What this task involves
Given the records below, transcribe each of them exactly.

Stored data entries:
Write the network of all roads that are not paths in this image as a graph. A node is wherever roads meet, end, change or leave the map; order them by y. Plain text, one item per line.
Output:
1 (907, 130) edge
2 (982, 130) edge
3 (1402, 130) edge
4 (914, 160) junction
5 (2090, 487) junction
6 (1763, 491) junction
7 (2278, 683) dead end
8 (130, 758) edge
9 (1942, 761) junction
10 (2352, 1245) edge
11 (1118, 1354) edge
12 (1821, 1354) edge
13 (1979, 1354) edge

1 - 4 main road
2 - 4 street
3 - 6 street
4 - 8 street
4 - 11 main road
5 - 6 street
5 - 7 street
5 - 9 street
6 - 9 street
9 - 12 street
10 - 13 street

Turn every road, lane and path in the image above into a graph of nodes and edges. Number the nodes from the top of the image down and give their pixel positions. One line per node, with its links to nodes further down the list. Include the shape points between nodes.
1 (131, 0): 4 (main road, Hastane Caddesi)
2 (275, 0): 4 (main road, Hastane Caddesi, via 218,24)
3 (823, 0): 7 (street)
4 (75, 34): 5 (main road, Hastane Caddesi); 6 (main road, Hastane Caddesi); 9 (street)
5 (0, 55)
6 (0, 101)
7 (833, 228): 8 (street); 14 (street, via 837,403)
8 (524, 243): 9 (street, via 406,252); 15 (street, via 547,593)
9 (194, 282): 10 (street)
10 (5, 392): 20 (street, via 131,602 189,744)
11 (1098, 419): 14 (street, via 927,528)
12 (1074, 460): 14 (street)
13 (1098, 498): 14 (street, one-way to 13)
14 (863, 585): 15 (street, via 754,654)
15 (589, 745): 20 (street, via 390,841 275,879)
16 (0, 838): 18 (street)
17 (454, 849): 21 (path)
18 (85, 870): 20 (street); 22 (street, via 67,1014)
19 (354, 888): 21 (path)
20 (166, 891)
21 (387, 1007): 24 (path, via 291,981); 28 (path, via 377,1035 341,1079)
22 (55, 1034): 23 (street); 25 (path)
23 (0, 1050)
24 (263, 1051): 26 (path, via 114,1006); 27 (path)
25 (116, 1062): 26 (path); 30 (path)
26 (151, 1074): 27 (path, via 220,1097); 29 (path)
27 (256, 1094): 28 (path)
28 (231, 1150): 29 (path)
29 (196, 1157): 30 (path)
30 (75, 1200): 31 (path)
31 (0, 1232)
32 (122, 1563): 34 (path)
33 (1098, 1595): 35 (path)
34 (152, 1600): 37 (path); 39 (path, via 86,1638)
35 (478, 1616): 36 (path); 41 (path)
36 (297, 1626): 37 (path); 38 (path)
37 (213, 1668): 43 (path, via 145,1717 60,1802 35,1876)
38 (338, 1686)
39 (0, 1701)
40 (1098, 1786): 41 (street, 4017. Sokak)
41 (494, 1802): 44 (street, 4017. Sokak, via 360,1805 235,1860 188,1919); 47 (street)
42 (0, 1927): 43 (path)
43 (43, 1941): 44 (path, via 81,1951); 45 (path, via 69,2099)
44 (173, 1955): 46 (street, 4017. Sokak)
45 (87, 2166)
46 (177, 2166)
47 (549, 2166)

Exercise response
Write the network of all roads that are not paths in this image as a graph. A node is wherever roads meet, end, change or leave the map; order them by y. Plain text, one item per line.
Output:
1 (907, 130) edge
2 (982, 130) edge
3 (1402, 130) edge
4 (914, 160) junction
5 (2090, 487) junction
6 (1763, 491) junction
7 (2278, 683) dead end
8 (130, 758) edge
9 (1942, 761) junction
10 (2352, 1245) edge
11 (1118, 1354) edge
12 (1821, 1354) edge
13 (1979, 1354) edge

1 - 4 main road
2 - 4 street
3 - 6 street
4 - 8 street
4 - 11 main road
5 - 6 street
5 - 7 street
5 - 9 street
6 - 9 street
9 - 12 street
10 - 13 street

Turn every road, lane and path in the image above into a graph of nodes and edges. Number the nodes from the top of the image down and give their pixel positions. One line per node, with its links to nodes further down the list. Include the shape points between nodes.
1 (131, 0): 4 (main road, Hastane Caddesi)
2 (275, 0): 4 (main road, Hastane Caddesi, via 218,24)
3 (823, 0): 7 (street)
4 (75, 34): 5 (main road, Hastane Caddesi); 6 (main road, Hastane Caddesi); 9 (street)
5 (0, 55)
6 (0, 101)
7 (833, 228): 8 (street); 14 (street, via 837,403)
8 (524, 243): 9 (street, via 406,252); 15 (street, via 547,593)
9 (194, 282): 10 (street)
10 (5, 392): 20 (street, via 131,602 189,744)
11 (1098, 419): 14 (street, via 927,528)
12 (1074, 460): 14 (street)
13 (1098, 498): 14 (street, one-way to 13)
14 (863, 585): 15 (street, via 754,654)
15 (589, 745): 20 (street, via 390,841 275,879)
16 (0, 838): 18 (street)
17 (454, 849): 21 (path)
18 (85, 870): 20 (street); 22 (street, via 67,1014)
19 (354, 888): 21 (path)
20 (166, 891)
21 (387, 1007): 24 (path, via 291,981); 28 (path, via 377,1035 341,1079)
22 (55, 1034): 23 (street); 25 (path)
23 (0, 1050)
24 (263, 1051): 26 (path, via 114,1006); 27 (path)
25 (116, 1062): 26 (path); 30 (path)
26 (151, 1074): 27 (path, via 220,1097); 29 (path)
27 (256, 1094): 28 (path)
28 (231, 1150): 29 (path)
29 (196, 1157): 30 (path)
30 (75, 1200): 31 (path)
31 (0, 1232)
32 (122, 1563): 34 (path)
33 (1098, 1595): 35 (path)
34 (152, 1600): 37 (path); 39 (path, via 86,1638)
35 (478, 1616): 36 (path); 41 (path)
36 (297, 1626): 37 (path); 38 (path)
37 (213, 1668): 43 (path, via 145,1717 60,1802 35,1876)
38 (338, 1686)
39 (0, 1701)
40 (1098, 1786): 41 (street, 4017. Sokak)
41 (494, 1802): 44 (street, 4017. Sokak, via 360,1805 235,1860 188,1919); 47 (street)
42 (0, 1927): 43 (path)
43 (43, 1941): 44 (path, via 81,1951); 45 (path, via 69,2099)
44 (173, 1955): 46 (street, 4017. Sokak)
45 (87, 2166)
46 (177, 2166)
47 (549, 2166)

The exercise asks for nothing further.